Questioni frattali

800 per 600 enigmisti_interpolated

Si mostra di primo acchito come abbozzata, una punta aguzza in lontananza da svelarsi e definirsi a poco a poco. Vedere da vicino, raggiungere per rendere quei bordi, prima opachi, finalmente lisci, finalmente noti. La montagna si presenta così, una forma semplice, da stilizzare, triangoli sullo sfondo con le punte bianche o azzurre. La vicinanza porta con sé le irregolarità, i bordi spezzati, le linee frastagliate che non rientrano nei contorni e che nessun ulteriore avvicinamento riuscirà a stirare o a contenere.

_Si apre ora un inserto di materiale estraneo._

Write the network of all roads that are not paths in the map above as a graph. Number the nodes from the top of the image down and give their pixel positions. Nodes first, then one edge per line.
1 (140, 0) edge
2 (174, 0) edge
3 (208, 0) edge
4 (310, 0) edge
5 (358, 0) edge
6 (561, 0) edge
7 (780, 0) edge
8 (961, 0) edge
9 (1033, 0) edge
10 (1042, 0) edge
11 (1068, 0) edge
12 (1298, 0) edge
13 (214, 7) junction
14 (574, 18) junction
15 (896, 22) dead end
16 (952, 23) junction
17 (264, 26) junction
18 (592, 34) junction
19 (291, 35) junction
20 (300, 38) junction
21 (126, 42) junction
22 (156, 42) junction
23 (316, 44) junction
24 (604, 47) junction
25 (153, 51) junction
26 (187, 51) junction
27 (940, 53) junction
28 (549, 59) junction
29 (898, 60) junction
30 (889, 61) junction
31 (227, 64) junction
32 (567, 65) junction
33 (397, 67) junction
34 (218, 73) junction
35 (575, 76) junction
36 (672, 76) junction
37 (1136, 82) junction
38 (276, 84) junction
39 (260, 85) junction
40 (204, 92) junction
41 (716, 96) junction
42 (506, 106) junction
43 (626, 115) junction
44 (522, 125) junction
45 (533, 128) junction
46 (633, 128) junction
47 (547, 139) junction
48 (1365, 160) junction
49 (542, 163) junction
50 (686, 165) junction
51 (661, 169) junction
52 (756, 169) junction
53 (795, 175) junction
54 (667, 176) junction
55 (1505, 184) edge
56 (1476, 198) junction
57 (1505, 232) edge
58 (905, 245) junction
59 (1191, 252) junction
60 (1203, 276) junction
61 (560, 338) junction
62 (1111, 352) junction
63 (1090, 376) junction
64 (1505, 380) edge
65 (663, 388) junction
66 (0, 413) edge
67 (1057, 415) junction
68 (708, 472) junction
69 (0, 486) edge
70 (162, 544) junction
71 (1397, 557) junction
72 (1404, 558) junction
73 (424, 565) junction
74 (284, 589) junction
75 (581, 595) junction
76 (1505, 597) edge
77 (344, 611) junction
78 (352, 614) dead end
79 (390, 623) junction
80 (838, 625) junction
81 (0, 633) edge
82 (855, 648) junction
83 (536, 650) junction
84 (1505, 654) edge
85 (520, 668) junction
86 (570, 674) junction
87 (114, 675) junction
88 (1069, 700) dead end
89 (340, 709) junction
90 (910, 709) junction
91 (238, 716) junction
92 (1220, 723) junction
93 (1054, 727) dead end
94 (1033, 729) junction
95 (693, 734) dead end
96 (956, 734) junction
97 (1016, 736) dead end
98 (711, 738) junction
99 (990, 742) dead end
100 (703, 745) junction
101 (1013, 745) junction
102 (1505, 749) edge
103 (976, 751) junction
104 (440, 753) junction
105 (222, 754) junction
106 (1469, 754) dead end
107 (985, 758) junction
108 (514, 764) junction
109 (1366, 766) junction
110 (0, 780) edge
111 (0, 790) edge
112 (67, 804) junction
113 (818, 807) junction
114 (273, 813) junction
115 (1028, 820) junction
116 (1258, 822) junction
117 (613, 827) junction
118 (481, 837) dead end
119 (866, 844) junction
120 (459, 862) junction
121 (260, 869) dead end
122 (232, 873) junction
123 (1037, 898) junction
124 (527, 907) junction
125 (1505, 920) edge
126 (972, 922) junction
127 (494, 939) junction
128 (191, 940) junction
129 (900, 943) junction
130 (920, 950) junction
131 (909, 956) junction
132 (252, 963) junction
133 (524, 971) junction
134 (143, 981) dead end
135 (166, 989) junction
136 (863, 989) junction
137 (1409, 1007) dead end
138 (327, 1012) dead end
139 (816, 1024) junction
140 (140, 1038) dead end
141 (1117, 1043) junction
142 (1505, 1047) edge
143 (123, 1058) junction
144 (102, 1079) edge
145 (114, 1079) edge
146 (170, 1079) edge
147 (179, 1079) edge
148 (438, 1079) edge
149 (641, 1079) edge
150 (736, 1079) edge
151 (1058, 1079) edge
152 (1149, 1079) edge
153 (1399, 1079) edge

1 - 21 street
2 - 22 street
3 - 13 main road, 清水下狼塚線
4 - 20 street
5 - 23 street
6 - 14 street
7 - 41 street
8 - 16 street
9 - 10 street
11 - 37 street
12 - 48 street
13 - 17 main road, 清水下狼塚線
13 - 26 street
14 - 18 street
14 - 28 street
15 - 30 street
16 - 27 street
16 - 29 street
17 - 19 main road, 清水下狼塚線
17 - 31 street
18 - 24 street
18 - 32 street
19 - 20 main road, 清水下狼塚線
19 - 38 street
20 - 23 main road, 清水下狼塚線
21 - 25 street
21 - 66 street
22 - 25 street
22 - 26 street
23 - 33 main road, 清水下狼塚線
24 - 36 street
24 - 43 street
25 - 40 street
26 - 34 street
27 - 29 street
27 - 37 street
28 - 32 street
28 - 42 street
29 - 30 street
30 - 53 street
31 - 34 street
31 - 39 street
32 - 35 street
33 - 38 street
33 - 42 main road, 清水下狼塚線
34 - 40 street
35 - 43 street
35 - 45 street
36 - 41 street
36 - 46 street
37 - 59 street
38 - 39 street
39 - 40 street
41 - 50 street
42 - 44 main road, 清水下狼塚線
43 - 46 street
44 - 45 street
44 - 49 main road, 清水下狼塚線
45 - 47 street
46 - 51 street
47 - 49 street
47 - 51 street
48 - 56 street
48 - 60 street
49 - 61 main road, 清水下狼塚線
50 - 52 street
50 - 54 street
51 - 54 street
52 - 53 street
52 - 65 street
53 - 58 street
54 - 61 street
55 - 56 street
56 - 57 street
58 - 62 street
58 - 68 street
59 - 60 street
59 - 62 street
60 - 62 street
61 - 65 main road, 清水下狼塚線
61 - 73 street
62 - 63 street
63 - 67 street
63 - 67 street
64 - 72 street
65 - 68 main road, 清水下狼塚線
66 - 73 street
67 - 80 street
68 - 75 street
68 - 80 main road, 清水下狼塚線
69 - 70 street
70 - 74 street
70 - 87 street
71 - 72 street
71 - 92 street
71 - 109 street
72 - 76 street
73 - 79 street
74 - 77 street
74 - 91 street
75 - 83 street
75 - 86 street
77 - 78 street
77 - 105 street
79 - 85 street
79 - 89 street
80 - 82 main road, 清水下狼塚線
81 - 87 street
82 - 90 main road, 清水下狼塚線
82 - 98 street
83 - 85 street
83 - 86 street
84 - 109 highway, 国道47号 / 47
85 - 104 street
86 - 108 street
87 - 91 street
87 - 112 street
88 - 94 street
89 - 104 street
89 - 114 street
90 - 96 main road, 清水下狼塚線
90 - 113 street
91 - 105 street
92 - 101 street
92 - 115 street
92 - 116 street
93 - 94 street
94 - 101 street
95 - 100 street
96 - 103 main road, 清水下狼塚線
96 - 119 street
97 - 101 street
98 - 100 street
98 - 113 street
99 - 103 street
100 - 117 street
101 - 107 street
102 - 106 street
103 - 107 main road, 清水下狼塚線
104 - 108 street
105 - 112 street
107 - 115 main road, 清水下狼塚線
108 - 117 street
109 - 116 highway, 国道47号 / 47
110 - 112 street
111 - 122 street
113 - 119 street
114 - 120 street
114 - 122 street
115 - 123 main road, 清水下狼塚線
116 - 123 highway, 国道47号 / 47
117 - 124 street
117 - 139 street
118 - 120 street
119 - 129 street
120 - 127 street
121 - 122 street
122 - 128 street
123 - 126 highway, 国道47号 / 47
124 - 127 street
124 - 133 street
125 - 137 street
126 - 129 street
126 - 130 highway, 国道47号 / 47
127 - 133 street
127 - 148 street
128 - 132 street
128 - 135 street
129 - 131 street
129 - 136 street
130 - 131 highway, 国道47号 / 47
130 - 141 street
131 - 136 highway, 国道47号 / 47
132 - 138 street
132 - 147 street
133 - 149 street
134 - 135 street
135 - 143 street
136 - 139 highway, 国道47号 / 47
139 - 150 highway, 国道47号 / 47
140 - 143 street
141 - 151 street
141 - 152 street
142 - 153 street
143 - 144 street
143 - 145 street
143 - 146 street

La montagna sempre si spezza, sempre si piega beffando la retta, all’infinito, un profilo inconoscibile, una superficie inconoscibile. La montagna frattale, come frattale è anche l’albero nel suo dividersi in rami, o l’andamento del mercato azionario nel suo imprevedibile salire e scendere. Il tronco d’un albero si divide ed i rami così formati si dividono a loro volta, e così ciascun’altra suddivisione, senza che nessun ramo possa dirsi uguale ad un altro ma dove ciascun ramo condivide la “logica” di ciascun altro. Frattale. Ciascuna curva, superficie o volume che infinitamente spezzato possa però dirsi auto-somigliante. Il frattale “somiglia” a se stesso, conserva a ciascuna scala d’osservazione le stesse proprietà strutturali senza essere identico a se stesso, senza copiarsi o doppiarsi, curve e forme impossibili ad immaginarsi perché infinite, ma che tramite l’elaborazione digitale possono trovare una rappresentazione e, come paesaggi o sentieri, essere percorsi ed esplorati.